A federal appeals court has upheld the dismissal of a case brought by the families of two late Guantánamo Bay prisoners. The military has claimed the prisoners—Yasser Al-Zahrani, Salah Al-Salami and another prisoner—committed suicide at Guantánamo in 2006. But the prisoners’ families had filed suit alleging they died after being subjected to torture. On Tuesday, a three-judge panel upheld the suit’s dismissal, ruling that federal courts do not have the authority to preside over cases related to the treatment of Guantánamo Bay prisoners.
The late foreign correspondent Anthony Shadid was remembered at a memorial service in Beirut on Tuesday just days after his death at the age of 43. Shadid died of an apparent asthma attack while covering the conflict in Syria.

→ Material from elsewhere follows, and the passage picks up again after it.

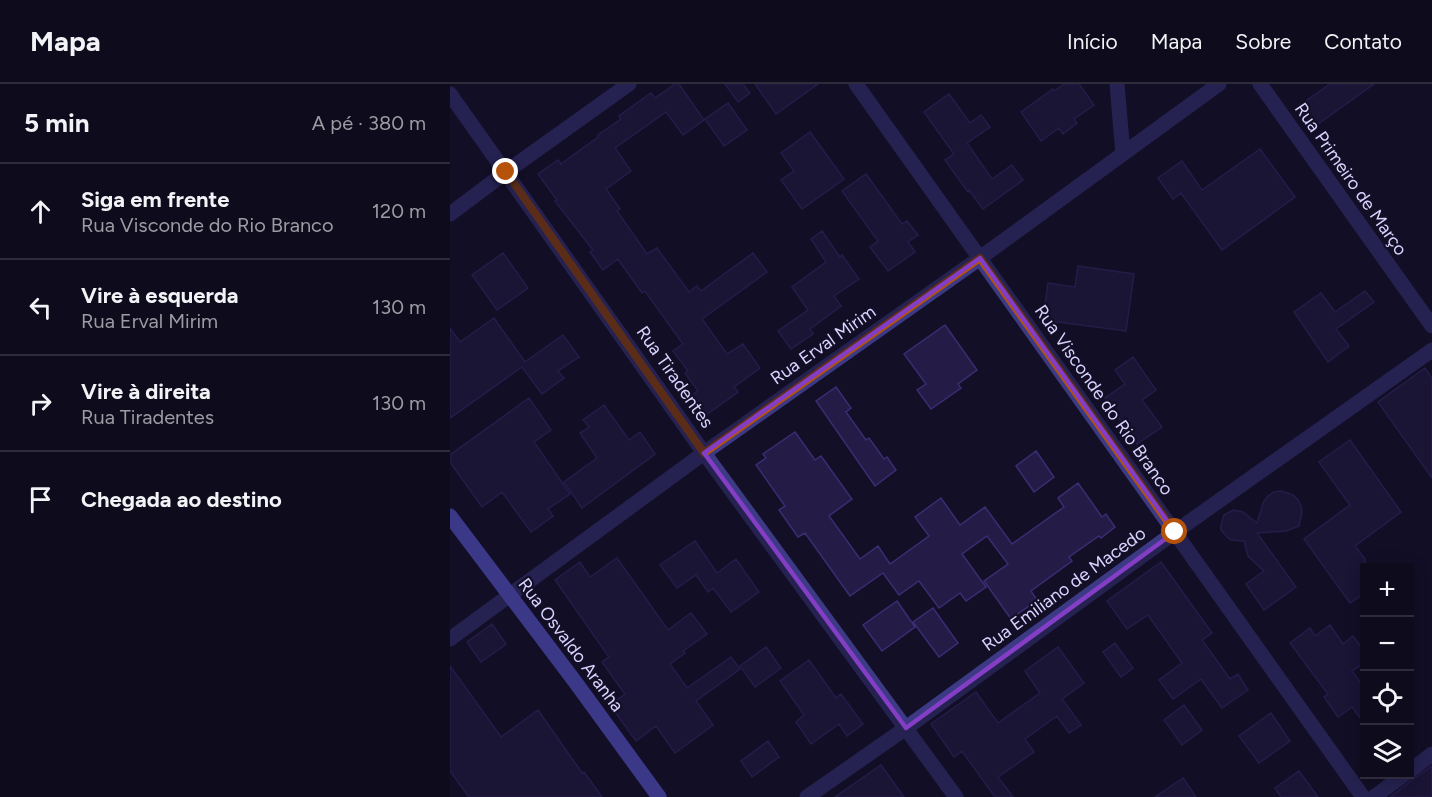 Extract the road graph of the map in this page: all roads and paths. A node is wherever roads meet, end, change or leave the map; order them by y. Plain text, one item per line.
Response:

Tyler Hicks, Shadid’s colleague at the New York Times and the last person to see him alive, recounted a moment from one of their final nights together in Syria.

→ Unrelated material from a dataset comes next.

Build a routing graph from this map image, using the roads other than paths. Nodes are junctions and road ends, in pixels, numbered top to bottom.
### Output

Tyler Hicks: "I took my cameras, and we walked down the street around the corner to where Anthony was. As is custom, I took off my boots, went into this room, and it was the most amazing scene. All the fighters that we had been with that day were sitting in that big carpeted room, all of them smoking cigarettes. The whole room was full of smoke. One of them was playing a traditional instrument. There was singing and dancing, having this amazing party. And just across the room, sitting among them, right in the middle, was Anthony. And I just looked at him, and he said, 'Tyler, can you believe this? Look at this,' with the biggest smile on his face."
Also speaking at Shadid’s memorial service was Jill Abramson, executive editor of the New York Times.
Jill Abramson: '’He wrote something that is incredibly moving and true. He wrote: ’No one really knows the script for days like these, and neither did we.' I think that’s true of all of us here this evening. Yesterday, his mother Randa said that Anthony had given her her happiest and proudest moments in life and also the saddest one. A buddy talked about Anthony’s restless spirit and how he loved to run and that it was impossible to imagine that he was gone.’’
President Obama is preparing to unveil a proposal to overhaul the nation’s corporate tax code. Obama will propose lowering corporate taxes to 28 percent, down from 35 percent. But the White House says the plan will offset the loss in revenue by eliminating a number of reductions and loopholes worth tens of billions of dollars each year. The plan also calls for a new minimum tax on profits earned abroad.
A New York judge has ruled towns have a right to ban the controversial natural gas drilling process known as fracking. On Tuesday, state Supreme Court Justice Phillip Rumsey upheld a ban by the Ithaca suburb of Dryden, saying the town’s government could prohibit fracking as part of its authority to regulate local land use. The decision could prove key to municipalities seeking to prevent fracking as the industry eyes natural gas reserves in the Marcellus Shale, a massive rock formation that stretches through parts of New York and other states.
President Obama hosted some of the world’s most well-known musicians last night for an event honoring the blues at the White House. The concert was held as part of a series of events marking Black History Month. Obama called the performance a perk of the job as president.
President Obama: "Some nights, when you want to go out and just take a walk, clear your head, or jump into a car just to take a drive, you can’t do it. Secret Service won’t let you. And that’s frustrating. But then there are other nights where B.B. King and Mick Jagger come over to your house to play for a concert, so I guess things even out a little bit."